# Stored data
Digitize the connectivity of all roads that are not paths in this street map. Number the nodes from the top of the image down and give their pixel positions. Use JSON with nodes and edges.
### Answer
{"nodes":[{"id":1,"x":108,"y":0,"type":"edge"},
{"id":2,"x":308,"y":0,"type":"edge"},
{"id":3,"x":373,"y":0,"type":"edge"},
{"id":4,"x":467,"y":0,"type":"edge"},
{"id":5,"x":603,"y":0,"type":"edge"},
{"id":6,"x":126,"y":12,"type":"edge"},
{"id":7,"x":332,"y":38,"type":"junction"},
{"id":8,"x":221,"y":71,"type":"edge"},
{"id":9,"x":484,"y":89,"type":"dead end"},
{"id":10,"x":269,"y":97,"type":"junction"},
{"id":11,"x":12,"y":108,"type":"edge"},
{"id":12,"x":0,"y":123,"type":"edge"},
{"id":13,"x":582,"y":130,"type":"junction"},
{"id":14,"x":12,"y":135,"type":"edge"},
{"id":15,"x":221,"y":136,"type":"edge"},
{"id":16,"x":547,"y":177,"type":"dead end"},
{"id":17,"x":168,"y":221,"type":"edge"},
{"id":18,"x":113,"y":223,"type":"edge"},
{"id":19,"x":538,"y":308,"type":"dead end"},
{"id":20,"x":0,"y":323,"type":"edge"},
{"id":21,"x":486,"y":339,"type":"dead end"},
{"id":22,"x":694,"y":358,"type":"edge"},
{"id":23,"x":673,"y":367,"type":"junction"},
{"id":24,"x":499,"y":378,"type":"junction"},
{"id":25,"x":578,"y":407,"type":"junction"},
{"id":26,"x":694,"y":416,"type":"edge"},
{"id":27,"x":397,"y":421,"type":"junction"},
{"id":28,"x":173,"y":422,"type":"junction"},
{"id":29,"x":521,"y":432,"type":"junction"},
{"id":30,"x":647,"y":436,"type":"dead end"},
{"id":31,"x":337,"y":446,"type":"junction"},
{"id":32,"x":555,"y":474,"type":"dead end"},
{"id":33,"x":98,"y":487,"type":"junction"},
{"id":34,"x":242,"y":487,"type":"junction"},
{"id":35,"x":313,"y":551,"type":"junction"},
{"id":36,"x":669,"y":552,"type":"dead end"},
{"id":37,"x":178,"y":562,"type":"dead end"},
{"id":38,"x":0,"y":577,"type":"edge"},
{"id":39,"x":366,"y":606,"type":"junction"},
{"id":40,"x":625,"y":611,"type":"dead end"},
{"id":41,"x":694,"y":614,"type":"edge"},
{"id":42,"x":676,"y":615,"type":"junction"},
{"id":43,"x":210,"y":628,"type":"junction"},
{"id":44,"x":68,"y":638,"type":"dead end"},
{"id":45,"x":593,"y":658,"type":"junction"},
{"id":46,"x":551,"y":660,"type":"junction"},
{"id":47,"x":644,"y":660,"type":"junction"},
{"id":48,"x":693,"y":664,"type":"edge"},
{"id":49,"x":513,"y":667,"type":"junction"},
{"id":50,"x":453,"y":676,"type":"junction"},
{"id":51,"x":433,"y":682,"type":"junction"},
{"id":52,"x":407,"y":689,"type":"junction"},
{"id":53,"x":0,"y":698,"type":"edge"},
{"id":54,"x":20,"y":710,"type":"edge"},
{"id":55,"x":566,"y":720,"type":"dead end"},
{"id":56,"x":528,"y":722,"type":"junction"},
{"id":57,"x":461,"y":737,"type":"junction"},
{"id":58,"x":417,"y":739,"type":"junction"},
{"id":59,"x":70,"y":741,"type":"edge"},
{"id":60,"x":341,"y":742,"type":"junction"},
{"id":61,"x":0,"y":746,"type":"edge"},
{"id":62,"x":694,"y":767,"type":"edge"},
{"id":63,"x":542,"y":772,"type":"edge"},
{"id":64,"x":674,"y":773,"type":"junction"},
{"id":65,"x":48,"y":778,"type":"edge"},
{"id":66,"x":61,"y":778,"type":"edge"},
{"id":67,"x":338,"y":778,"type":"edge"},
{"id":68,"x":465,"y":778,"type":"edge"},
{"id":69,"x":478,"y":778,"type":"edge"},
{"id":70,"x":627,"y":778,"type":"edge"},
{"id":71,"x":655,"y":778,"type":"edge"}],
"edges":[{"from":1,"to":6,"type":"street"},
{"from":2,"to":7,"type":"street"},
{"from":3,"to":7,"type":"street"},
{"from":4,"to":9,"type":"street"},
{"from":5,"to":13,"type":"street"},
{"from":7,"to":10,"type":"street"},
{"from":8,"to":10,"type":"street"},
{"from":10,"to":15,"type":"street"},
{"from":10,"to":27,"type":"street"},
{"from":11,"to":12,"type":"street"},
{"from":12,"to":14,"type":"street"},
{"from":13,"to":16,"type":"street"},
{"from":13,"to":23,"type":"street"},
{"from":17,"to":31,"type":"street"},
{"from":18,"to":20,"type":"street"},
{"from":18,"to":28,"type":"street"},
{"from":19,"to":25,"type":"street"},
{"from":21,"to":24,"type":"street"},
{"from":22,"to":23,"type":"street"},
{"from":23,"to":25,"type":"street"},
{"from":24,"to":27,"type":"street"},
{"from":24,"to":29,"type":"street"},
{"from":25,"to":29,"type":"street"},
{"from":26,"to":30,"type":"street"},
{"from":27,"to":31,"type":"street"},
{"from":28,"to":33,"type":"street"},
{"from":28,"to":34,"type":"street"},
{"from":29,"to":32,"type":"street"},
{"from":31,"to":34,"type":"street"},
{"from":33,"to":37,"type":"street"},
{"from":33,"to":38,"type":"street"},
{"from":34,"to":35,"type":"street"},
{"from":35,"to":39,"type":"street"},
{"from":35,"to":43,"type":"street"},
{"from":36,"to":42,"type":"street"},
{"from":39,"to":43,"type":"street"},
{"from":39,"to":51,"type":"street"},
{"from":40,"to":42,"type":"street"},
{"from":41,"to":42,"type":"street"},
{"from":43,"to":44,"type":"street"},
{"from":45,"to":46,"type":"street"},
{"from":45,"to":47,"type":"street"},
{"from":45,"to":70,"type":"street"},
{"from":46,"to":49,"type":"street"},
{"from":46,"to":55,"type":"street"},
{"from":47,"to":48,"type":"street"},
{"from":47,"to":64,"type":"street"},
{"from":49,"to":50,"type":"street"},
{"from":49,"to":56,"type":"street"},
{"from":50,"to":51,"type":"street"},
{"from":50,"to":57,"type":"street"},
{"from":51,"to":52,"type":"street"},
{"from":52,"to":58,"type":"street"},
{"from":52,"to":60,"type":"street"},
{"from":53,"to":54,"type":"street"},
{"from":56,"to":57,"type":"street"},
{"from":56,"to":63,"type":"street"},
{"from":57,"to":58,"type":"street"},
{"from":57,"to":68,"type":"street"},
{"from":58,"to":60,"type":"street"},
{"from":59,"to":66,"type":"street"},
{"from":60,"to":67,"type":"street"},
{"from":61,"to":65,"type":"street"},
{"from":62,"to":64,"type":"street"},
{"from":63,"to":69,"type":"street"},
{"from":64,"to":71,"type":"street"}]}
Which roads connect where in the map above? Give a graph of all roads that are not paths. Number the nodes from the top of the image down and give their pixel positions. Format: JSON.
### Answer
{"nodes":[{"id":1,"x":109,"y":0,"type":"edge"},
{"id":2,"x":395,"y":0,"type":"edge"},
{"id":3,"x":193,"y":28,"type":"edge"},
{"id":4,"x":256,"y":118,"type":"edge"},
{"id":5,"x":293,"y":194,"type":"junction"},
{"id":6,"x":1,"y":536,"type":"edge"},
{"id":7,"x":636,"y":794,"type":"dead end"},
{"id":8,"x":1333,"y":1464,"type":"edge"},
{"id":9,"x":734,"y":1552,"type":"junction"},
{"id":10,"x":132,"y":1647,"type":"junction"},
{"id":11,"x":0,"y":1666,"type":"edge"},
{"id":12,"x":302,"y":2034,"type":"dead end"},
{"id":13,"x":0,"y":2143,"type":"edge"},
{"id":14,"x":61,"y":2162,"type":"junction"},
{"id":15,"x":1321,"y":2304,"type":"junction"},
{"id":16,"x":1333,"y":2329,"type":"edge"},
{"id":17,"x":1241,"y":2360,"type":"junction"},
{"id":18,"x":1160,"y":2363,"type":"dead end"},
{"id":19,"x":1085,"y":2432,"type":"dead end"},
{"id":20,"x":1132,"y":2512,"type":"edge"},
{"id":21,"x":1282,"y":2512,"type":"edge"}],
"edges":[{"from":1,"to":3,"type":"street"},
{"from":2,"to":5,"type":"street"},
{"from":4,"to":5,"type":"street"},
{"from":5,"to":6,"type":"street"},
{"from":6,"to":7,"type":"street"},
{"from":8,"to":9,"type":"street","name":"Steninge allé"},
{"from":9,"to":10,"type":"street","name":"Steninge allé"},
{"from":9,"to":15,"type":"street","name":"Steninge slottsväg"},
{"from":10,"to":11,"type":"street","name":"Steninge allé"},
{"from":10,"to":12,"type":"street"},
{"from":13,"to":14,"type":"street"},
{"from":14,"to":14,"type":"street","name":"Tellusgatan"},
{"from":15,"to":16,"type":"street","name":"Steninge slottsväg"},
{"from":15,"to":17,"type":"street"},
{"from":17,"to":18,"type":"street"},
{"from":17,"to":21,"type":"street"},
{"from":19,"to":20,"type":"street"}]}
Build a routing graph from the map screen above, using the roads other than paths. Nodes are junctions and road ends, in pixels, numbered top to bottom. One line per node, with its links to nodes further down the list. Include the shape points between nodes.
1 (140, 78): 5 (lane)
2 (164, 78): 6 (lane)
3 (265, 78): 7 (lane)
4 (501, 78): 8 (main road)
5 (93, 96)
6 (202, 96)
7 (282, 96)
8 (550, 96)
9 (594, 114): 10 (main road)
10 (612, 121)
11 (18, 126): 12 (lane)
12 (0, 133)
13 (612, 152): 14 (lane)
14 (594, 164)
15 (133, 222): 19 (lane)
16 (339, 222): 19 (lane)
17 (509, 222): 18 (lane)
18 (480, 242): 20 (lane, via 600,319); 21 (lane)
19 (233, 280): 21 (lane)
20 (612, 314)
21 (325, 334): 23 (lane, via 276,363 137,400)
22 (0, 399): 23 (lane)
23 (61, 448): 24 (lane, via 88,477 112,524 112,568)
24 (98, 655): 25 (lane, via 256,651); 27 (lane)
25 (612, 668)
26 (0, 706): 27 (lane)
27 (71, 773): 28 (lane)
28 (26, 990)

# Assignment
Filter the entries above and copy only the lines that hold "slottsväg".

# Answer for this exercise
{"from":9,"to":15,"type":"street","name":"Steninge slottsväg"},
{"from":15,"to":16,"type":"street","name":"Steninge slottsväg"},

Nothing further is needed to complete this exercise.